A propósito de mujeres barbudas.


Tras el triunfo anoche de Conchita Wurst en el festival de Eurovisión, creo que puede ser un buen momento para rescatar una historia idiota que escribí hace mucho, mucho tiempo sobre circos y mujeres barbudas.

Ya que la española hizo un “Dancing in the rain”, yo voy a intentar hacer un “Make them laugh” para continuar con el homenaje a “Cantando bajo la lluvia”

¡Feliz Domingo!

ConchitaWurst

EN EL CIRCO.

(Un hombre entra en la oficina de un empresario de circo, con intención de buscar empleo)

HOMBRE: Buenos días.

EMPRESARIO: Buenos días. ¿Qué se le ofrece?

H: Pues espero que se me ofrezca un empleo. Porque verá, me enterado de que necesitan gente para su espectáculo, y como siempre me he considerado en posesión de cualidades innatas para este mundillo, venía a ver si podía hacerme con un puesto.

E: Bien, ¿qué terreno domina usted? Por su porte varonil podría ser el domador de jirafas que andamos buscando. El espectáculo tendría el ingenioso nombre de “Girafa” y tendría hacer que el animal diera vueltas a su cabeza sin parar hasta que se literalmente se le haga un nudo en la garganta ¿Genial, no?

H: Más bien tronchante, diría yo. En cualquier caso eso no es lo mío. Además no me relaciono bien con los animales desde que de pequeño mis padres me llevaron al zoo.

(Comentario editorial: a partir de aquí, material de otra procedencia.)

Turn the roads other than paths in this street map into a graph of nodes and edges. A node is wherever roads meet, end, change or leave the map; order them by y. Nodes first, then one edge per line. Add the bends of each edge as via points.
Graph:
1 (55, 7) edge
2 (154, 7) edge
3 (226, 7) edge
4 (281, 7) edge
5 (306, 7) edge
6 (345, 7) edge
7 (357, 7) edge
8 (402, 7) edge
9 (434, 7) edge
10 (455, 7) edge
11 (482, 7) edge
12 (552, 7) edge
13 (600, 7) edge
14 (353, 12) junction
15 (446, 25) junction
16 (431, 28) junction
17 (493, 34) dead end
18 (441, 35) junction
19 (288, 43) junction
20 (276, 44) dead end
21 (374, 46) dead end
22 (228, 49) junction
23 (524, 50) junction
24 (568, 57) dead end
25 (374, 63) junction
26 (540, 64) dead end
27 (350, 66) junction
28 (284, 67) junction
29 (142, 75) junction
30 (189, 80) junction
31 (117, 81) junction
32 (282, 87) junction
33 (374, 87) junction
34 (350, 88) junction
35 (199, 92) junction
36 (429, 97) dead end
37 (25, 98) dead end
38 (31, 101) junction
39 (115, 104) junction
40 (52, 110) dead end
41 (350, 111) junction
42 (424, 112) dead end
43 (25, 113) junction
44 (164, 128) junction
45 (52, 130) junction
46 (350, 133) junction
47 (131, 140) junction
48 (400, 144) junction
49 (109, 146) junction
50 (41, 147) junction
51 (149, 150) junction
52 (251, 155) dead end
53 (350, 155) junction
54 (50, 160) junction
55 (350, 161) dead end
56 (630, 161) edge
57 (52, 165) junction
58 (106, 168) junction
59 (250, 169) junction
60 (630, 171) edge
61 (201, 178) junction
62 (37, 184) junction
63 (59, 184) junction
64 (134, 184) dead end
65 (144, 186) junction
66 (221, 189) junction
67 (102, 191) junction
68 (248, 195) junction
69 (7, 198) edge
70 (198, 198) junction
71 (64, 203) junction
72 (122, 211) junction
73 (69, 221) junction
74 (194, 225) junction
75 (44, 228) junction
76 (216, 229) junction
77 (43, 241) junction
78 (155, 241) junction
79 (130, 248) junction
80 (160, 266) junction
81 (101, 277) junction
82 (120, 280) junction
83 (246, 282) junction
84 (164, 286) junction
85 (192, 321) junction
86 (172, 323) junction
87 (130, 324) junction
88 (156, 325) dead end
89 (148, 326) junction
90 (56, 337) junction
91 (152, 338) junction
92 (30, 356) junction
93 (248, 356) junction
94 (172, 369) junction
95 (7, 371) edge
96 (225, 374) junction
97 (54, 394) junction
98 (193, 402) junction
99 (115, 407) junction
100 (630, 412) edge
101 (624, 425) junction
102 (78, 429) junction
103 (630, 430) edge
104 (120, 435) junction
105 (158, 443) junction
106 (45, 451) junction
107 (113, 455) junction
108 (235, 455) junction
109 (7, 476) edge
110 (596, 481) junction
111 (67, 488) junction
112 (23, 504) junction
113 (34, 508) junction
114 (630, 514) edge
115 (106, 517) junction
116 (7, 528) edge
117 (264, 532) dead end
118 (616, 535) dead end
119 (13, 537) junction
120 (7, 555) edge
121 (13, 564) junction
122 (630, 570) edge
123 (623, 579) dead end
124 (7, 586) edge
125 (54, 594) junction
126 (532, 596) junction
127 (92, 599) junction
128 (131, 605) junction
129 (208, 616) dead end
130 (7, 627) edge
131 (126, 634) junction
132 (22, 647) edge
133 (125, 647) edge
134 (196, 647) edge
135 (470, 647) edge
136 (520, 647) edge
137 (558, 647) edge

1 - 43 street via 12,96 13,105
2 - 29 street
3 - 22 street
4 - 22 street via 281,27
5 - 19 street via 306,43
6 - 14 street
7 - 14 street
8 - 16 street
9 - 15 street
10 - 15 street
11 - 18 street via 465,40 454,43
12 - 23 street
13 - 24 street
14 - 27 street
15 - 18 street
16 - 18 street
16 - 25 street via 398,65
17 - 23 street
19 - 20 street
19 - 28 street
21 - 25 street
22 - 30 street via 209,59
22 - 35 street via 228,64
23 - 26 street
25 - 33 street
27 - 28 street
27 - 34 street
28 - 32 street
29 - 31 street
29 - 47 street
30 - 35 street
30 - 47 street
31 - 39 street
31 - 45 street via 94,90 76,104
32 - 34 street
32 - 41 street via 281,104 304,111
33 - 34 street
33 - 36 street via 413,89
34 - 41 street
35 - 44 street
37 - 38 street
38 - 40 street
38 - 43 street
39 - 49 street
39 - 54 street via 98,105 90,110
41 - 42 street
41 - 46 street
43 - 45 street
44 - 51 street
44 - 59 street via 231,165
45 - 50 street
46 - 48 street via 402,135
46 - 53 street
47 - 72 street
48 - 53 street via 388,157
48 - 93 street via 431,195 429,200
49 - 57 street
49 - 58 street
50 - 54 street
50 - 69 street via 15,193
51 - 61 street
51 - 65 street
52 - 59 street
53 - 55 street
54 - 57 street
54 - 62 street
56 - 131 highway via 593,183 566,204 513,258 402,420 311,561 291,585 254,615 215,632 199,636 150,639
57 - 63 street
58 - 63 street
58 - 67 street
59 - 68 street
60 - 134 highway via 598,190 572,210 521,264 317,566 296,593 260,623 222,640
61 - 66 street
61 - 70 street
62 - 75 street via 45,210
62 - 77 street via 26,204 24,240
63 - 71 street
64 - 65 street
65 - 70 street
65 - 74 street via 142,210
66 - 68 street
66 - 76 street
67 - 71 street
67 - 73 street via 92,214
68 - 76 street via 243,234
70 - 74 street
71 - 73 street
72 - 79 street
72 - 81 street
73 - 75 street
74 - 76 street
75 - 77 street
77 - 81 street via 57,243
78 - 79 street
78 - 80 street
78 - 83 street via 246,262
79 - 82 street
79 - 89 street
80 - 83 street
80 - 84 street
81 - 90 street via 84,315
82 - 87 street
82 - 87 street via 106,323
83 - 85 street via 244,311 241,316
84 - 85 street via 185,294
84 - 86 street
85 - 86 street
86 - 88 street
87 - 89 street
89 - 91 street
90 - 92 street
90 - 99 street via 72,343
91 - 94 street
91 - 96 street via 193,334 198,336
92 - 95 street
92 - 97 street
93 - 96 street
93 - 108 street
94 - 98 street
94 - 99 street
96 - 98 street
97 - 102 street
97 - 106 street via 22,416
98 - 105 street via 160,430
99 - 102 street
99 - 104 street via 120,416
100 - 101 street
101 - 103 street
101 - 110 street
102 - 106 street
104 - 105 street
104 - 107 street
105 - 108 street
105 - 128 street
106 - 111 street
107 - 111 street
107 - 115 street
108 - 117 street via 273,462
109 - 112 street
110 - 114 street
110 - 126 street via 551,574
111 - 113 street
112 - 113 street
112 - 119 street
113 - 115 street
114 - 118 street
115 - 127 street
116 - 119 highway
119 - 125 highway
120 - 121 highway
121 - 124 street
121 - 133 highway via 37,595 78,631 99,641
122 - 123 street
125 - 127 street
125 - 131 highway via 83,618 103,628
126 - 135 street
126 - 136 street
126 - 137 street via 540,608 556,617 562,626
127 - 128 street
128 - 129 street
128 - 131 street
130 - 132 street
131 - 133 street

E: ¿Qué paso?, ¿no le gustó la visita?

H: ¿Visita?, nadie ha hablado de visita, me llevaron a vivir allí. Éramos pobres, y ellos necesitaban encontrar un sitio donde sus hijos estuvieran bien alimentados.
(Mirando al cielo y suspirando)
¡Qué buenos estaban los panchitos que me tiraban las señoras!

E: Bueno yo me alegro por usted y por sus recuerdos, pero, si la doma no es lo suyo, ¿cuál es su campo?, ¿malabarismo quizás?

H: Pues precisamente eso tampoco, porque una vez tuve una tonta discusión con un vecino de jaula y me comió una mano. Esto que llevo no es más que una prótesis. (Agita una mano con la otra).

E: Lo siento mucho, y no quisiera parecer insensible, pero lo que yo quiero saber es qué demonios es lo que sabe usted hacer.

H: Bien, sin duda alguna lo mío es ser hombre barbudo.

E: Aaaaay(suspirando). Perdone, pero para ese puesto buscamos una mujer.

H: ¿Y qué más da un hombre que una mujer? No me dirá que a estas alturas de siglo todavía es de los que discriminan a los solicitantes de empleo en función del sexo.

E: No es cuestión de discriminación. Compréndame, es que para esta atracción las mujeres tienen más gancho.

H: Más gancho, más gancho. Lamento ser directo, pero me produce repulsa e indignación contemplar como en una sociedad moderna como la nuestra hay quien como usted se vale de burdas excusas, como el hecho de tener más o menos gancho, para seguir practicando la discriminación indiscriminadamente. ¿No será usted feminista radical? No me extrañaría lo más mínimo. Seguro que es de los que va por ahí pisoteando los derechos de los hombres pasándose por el forro de su masculinidad la lucha por la igualdad que nuestro género ha sostenido durante tanto tiempo. ¿Está usted seguro que quiere seguir tirando por la borda cientos de años de reivindicaciones en pos de la igualdad y dejar en la calle a un pobre lisiado como yo? (se agarra una mano con la otra y la vuelve a agitar). Hombres con prejuicios sobre otros hombres… los peores.

E:(Con un gran complejo de culpabilidad). Quizás tenga razón, quizás he pecado de insensible. Es posible que se merezca una oportunidad. Está bien el trabajo es suyo.

H: Muchísimas gracias, sabía que una persona con tan regia figura no podía ser un desalmado. No le decepcionaré. ¿Cuando empiezo?

E: En un par de semanas ha de pasarse por aquí.

H: Así lo haré. ¡Hasta la vista!

E: ¡Hasta la vista!… ¡Ah!, y no olvide dejarse barba.